童話です。構想から完成まで4時間というペースでした。
題名に1時間費やしました。



 カーナ森のリースはケヤキの幼樹。
 
 まだ小さいリースの隣には、大きな木がいます。名前はレック。カーナの森で一番ノッポなセコイアの木です。
 
 リースはいつもレックから遠く森の向こうのお話しを聞いています。レックのお話しはいつもワクワクします。
 
 今日もレックは夜明け前から遠くの様子を教えてくれます。

「リース、森の向こうの地平線が白くなってきたよ。民家の煙突からも煙が昇り始めた。僕よりずっと背が高いね。」

 レックはずっと遠くを見つめています。リースはそんなレックを下から眺めます。

「ねえレック。レックは長い間お空を見続けて大きくなったのに、どうして煙はそんなに早く大きくなれるの?」

 レックは煙を眺めて言います。

「煙は空が好きなんだよ」

「レックよりもたくさん好きなの?」

「僕も空は好きだけど、煙はもっともっと空が好きなんだ。」

 するとリースは泣き出しそうな顔をしました。

「レックは森で一番空が好きで、だから、カーナの森で一番のノッポになったのに、どうして煙はもっと好きなの」

 レックはリースを見下ろしました。リースもレックを見つめています。

 リ−スは空が大好きでした。でもノッポのレックはもっと空が大好きです。リ−スはそんなレックが一番好きでした。そのレックを笑い飛ばすように抜いていく煙を、リースは好きにはなれません。

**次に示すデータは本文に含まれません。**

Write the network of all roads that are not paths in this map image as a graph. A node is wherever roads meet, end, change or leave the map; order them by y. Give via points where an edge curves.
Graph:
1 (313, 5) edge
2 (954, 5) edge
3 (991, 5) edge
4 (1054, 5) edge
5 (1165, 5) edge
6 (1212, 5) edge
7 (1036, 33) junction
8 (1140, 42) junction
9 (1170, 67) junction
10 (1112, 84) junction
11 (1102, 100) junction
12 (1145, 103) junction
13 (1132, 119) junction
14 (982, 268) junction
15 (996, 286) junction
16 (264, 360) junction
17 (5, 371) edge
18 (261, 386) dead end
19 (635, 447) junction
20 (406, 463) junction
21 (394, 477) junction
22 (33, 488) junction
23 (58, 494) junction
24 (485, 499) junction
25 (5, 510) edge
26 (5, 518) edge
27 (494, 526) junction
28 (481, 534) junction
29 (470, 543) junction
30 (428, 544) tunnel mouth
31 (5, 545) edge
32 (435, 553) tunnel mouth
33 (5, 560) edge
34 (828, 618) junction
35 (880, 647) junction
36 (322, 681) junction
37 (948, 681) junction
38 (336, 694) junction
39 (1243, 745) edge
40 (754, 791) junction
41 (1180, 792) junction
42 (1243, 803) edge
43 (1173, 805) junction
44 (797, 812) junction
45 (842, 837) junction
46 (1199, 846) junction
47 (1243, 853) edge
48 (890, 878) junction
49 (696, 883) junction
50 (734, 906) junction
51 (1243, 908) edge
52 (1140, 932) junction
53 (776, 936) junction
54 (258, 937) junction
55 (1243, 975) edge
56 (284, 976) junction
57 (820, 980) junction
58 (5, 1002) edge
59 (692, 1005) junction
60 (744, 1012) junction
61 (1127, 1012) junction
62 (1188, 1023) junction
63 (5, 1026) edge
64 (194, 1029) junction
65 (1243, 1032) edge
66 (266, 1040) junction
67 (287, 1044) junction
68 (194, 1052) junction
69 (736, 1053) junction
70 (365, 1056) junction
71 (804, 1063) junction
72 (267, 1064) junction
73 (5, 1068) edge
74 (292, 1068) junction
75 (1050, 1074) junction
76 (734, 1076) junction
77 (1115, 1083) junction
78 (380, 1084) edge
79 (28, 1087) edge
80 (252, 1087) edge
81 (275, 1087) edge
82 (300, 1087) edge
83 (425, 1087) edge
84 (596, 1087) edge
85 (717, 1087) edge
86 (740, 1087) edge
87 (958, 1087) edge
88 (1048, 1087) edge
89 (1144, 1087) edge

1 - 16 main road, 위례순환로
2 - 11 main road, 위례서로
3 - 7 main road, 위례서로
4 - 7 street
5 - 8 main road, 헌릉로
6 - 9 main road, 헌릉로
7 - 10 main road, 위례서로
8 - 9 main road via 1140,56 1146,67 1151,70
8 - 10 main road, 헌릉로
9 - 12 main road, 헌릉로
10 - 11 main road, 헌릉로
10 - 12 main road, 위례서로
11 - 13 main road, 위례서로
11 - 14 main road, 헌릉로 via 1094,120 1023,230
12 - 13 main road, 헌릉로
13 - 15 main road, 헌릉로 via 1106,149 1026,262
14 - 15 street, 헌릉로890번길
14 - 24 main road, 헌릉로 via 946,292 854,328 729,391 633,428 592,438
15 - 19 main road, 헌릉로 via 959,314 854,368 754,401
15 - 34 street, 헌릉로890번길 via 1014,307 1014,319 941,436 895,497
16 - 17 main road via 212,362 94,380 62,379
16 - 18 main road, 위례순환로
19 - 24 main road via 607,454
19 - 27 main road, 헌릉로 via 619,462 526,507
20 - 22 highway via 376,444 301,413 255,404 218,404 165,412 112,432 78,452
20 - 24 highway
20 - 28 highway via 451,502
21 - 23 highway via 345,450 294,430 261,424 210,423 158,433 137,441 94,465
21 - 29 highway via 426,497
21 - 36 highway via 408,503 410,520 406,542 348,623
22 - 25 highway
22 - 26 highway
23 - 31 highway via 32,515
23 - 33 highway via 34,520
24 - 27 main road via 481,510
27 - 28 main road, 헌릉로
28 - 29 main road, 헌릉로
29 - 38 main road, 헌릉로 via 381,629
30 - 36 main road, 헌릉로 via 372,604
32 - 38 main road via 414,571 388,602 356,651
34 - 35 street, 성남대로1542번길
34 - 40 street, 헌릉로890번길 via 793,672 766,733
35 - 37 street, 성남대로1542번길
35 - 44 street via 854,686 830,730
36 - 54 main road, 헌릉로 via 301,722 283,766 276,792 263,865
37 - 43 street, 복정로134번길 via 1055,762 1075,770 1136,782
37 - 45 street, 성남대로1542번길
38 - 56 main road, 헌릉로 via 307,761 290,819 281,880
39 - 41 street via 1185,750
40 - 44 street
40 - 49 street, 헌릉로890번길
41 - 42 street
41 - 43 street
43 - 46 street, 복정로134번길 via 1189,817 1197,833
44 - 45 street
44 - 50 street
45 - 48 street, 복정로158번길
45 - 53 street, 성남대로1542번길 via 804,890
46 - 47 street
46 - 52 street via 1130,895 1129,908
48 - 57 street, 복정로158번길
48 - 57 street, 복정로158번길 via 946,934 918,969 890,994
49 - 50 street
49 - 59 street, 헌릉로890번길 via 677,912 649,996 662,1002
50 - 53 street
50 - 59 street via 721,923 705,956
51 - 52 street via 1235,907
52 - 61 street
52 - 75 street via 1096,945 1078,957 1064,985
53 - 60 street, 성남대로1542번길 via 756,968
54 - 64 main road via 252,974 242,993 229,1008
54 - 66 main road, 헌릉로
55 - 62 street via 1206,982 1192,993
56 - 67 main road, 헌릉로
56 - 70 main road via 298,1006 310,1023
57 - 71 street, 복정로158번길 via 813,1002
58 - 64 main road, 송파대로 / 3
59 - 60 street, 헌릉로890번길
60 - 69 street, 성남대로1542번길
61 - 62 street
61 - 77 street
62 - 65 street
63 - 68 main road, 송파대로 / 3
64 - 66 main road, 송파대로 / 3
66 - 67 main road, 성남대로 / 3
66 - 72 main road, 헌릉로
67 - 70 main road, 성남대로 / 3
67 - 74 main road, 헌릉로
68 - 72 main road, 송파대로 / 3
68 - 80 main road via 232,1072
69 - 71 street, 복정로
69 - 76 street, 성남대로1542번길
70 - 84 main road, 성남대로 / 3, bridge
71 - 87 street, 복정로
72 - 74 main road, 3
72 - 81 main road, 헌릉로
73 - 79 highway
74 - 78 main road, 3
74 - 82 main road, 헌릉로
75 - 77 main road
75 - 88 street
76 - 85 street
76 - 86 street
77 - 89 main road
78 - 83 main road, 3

 レックはすこし困ったような顔をしました。けれどすぐにお話しを続けました。

「煙はね、朝に空が白くなってくると、空と同じように真っ白くなって太陽を迎えるんだ。昼に青空が広がれば、煙は青く細く身をなびかせ、空に身をゆだねる。午後に雲が空を覆ったら。真似をしてねずみ色になったりもするよ。夕暮れには赤くなって夕日の美しさに感動し、夜になれば月や星と同じように夜空を飾るんだ。」

「煙はお空になりたいの?」

 リースはレックよりもっともっと高い空を見上げました。

「そうだよ、煙は空のことが一番好きなんだ。やがて煙は空高く上がって、ついに空と同じになるんだよ。」

「お空になっちゃうの?」

「煙はずっと高いところでお空になるんだ。リースはお空のことが好きだよね。」

「うん。大好き」

「僕もお空は大好き。それにお空になる煙も大好きだよ。リースも一生懸命お空になろうとしている煙のことを好きになってあげてね。きっとお空は優しくなでてくれるよ。」